Les deux suite de ballet d’Igor Stravinsky qui suivent se complètent harmonieusement en ce sens qu’elles correspondent à deux périodes très différentes du style d’écriture du compositeur. Pulcinella est un ballet néo-classique composée en 1919 sur une commande de Serge de Diaghilev. Le titre complet du ballet original, Pulcinella, ballet avec chant en un acte d’après Giambattista Pergolesi, en dit long sur les références musicales.
Néanmoins, Stravinsky emprunte aussi ses mélodies à d’autres compositeurs italiens que Pergolesi. Seulement ses mélodies car le traitement rythmique et harmonique s’avère plus complexe que celui des originaux. Le chef coordonne habilement les belles couleurs de cette sorte de musique de chambre dont l’humour n’est pas absent Saluons les nombreuses interventions solistes dont celles du hautbois, du cor, du cor anglais, de la trompette, du trombone et même de la contrebasse.
Les quatre scènes qui constituent la version de 1947 de Petrouchka, brillent de mille feux. Plutôt que d’illustrer au premier degré les intrigues entre la Marionnette, son amante la Ballerine et son rival le Maure, l’orchestre et son chef animent sous nos yeux une sorte de musique des images. La contribution de chaque pupitre s’avère capitale.
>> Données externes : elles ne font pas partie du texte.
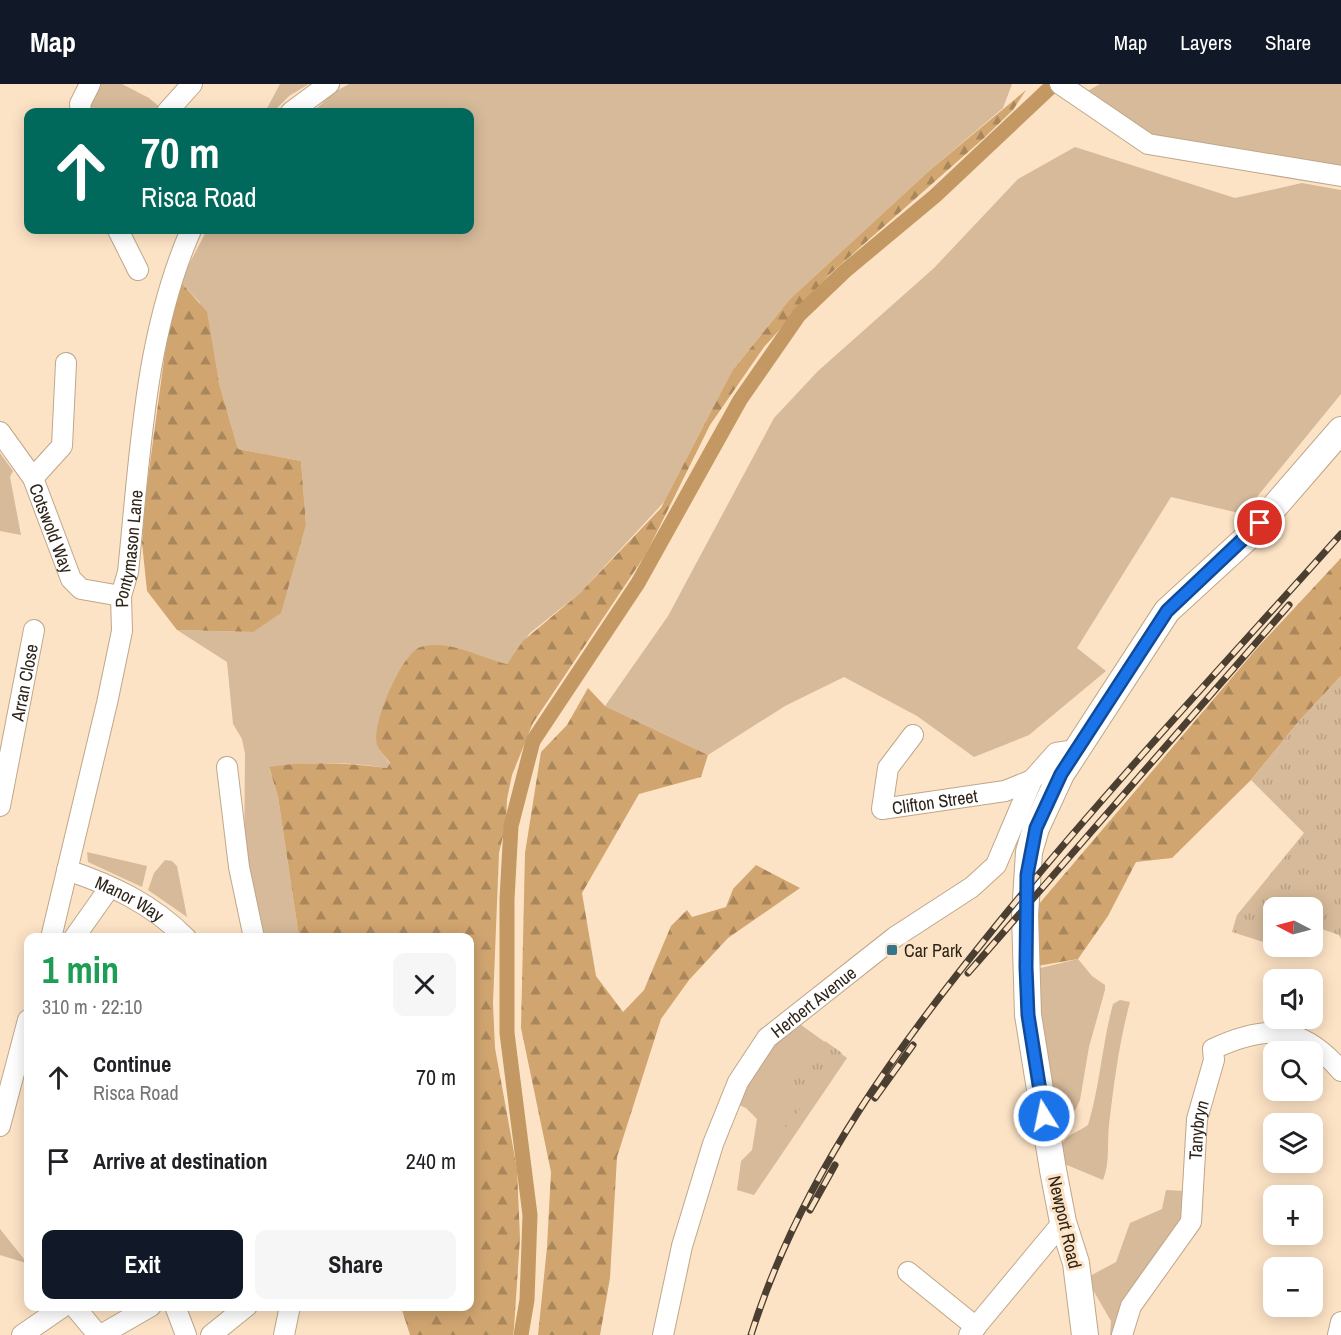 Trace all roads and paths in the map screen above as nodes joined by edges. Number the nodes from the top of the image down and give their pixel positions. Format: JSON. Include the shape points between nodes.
{"nodes":[{"id":1,"x":90,"y":84,"type":"edge"},
{"id":2,"x":192,"y":84,"type":"edge"},
{"id":3,"x":329,"y":84,"type":"edge"},
{"id":4,"x":1062,"y":87,"type":"edge"},
{"id":5,"x":80,"y":108,"type":"edge"},
{"id":6,"x":171,"y":108,"type":"edge"},
{"id":7,"x":296,"y":108,"type":"edge"},
{"id":8,"x":1341,"y":176,"type":"edge"},
{"id":9,"x":121,"y":234,"type":"edge"},
{"id":10,"x":189,"y":234,"type":"edge"},
{"id":11,"x":138,"y":256,"type":"dead end"},
{"id":12,"x":66,"y":363,"type":"dead end"},
{"id":13,"x":1341,"y":430,"type":"edge"},
{"id":14,"x":0,"y":432,"type":"edge"},
{"id":15,"x":33,"y":478,"type":"junction"},
{"id":16,"x":121,"y":596,"type":"junction"},
{"id":17,"x":34,"y":630,"type":"dead end"},
{"id":18,"x":913,"y":735,"type":"dead end"},
{"id":19,"x":1076,"y":750,"type":"junction"},
{"id":20,"x":227,"y":767,"type":"dead end"},
{"id":21,"x":1032,"y":780,"type":"junction"},
{"id":22,"x":0,"y":806,"type":"edge"},
{"id":23,"x":67,"y":870,"type":"junction"},
{"id":24,"x":110,"y":887,"type":"junction"},
{"id":25,"x":52,"y":933,"type":"edge"},
{"id":26,"x":78,"y":933,"type":"edge"},
{"id":27,"x":180,"y":933,"type":"edge"},
{"id":28,"x":253,"y":933,"type":"edge"},
{"id":29,"x":24,"y":1033,"type":"edge"},
{"id":30,"x":1341,"y":1071,"type":"edge"},
{"id":31,"x":4,"y":1097,"type":"edge"},
{"id":32,"x":0,"y":1126,"type":"edge"},
{"id":33,"x":1064,"y":1222,"type":"junction"},
{"id":34,"x":908,"y":1272,"type":"dead end"},
{"id":35,"x":57,"y":1311,"type":"edge"},
{"id":36,"x":78,"y":1311,"type":"edge"},
{"id":37,"x":142,"y":1311,"type":"edge"},
{"id":38,"x":177,"y":1311,"type":"edge"},
{"id":39,"x":241,"y":1311,"type":"edge"},
{"id":40,"x":289,"y":1311,"type":"edge"},
{"id":41,"x":1341,"y":1322,"type":"edge"},
{"id":42,"x":973,"y":1331,"type":"edge"},
{"id":43,"x":22,"y":1335,"type":"edge"},
{"id":44,"x":100,"y":1335,"type":"edge"},
{"id":45,"x":186,"y":1335,"type":"edge"},
{"id":46,"x":211,"y":1335,"type":"edge"},
{"id":47,"x":284,"y":1335,"type":"edge"},
{"id":48,"x":663,"y":1335,"type":"edge"},
{"id":49,"x":1085,"y":1335,"type":"edge"},
{"id":50,"x":1122,"y":1335,"type":"edge"},
{"id":51,"x":1338,"y":1335,"type":"edge"}],
"edges":[{"from":1,"to":5,"type":"street"},
{"from":2,"to":6,"type":"street"},
{"from":3,"to":7,"type":"street"},
{"from":4,"to":8,"type":"street","via":[[1149,144]]},
{"from":9,"to":11,"type":"street"},
{"from":10,"to":16,"type":"street","name":"Pontymason Lane","via":[[169,284],[150,368],[128,573]]},
{"from":12,"to":15,"type":"street","via":[[62,446]]},
{"from":13,"to":19,"type":"main road","name":"Newport Road","via":[[1250,535],[1167,611]]},
{"from":14,"to":15,"type":"street","name":"Cotswold Way"},
{"from":15,"to":16,"type":"street","name":"Cotswold Way","via":[[70,579],[81,589]]},
{"from":16,"to":23,"type":"street","name":"Pontymason Lane","via":[[122,631]]},
{"from":17,"to":22,"type":"street","name":"Arran Close"},
{"from":18,"to":21,"type":"street","name":"Clifton Street","via":[[888,768],[882,809],[995,793]]},
{"from":19,"to":21,"type":"street","name":"Herbert Avenue","via":[[1056,753]]},
{"from":19,"to":33,"type":"main road","name":"Newport Road","via":[[1047,802],[1029,852],[1025,915],[1033,1050]]},
{"from":20,"to":28,"type":"street","via":[[239,867]]},
{"from":21,"to":48,"type":"street","name":"Herbert Avenue","via":[[996,865],[972,887],[842,977],[767,1038],[738,1082],[713,1144],[682,1246]]},
{"from":23,"to":24,"type":"street","name":"Manor Way"},
{"from":23,"to":25,"type":"street","name":"Pontymason Lane"},
{"from":24,"to":26,"type":"street"},
{"from":24,"to":27,"type":"street","name":"Manor Way","via":[[147,906]]},
{"from":29,"to":31,"type":"street"},
{"from":30,"to":50,"type":"street","name":"Tanybryn","via":[[1316,1045],[1281,1032],[1252,1034],[1213,1049],[1214,1060],[1197,1119],[1191,1222],[1131,1306]]},
{"from":31,"to":32,"type":"street"},
{"from":33,"to":42,"type":"street"},
{"from":33,"to":49,"type":"main road","name":"Newport Road","via":[[1076,1263]]},
{"from":34,"to":42,"type":"street"},
{"from":35,"to":43,"type":"street"},
{"from":36,"to":44,"type":"street"},
{"from":37,"to":44,"type":"street"},
{"from":38,"to":45,"type":"street"},
{"from":39,"to":46,"type":"street"},
{"from":40,"to":47,"type":"street"},
{"from":41,"to":51,"type":"street"}]}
Les difficultés purement instrumentales ne posent aucun problèmes aux solistes impliqués. Ainsi, Hugo Blacher, à la trompette, franchit tous les obstacles, et ils ont nombreux, avec panache. Au piano, Inessa Lecourt brille de mille feux dans ses nombreuses interventions virtuoses.
Fuad Ibrahimov n’économise pas ses félicitations à tous et à chacun. Au public et à nous tous de le remercier pour avoir ainsi sauvé ce concert menacé par les tristes circonstances extra-musicales.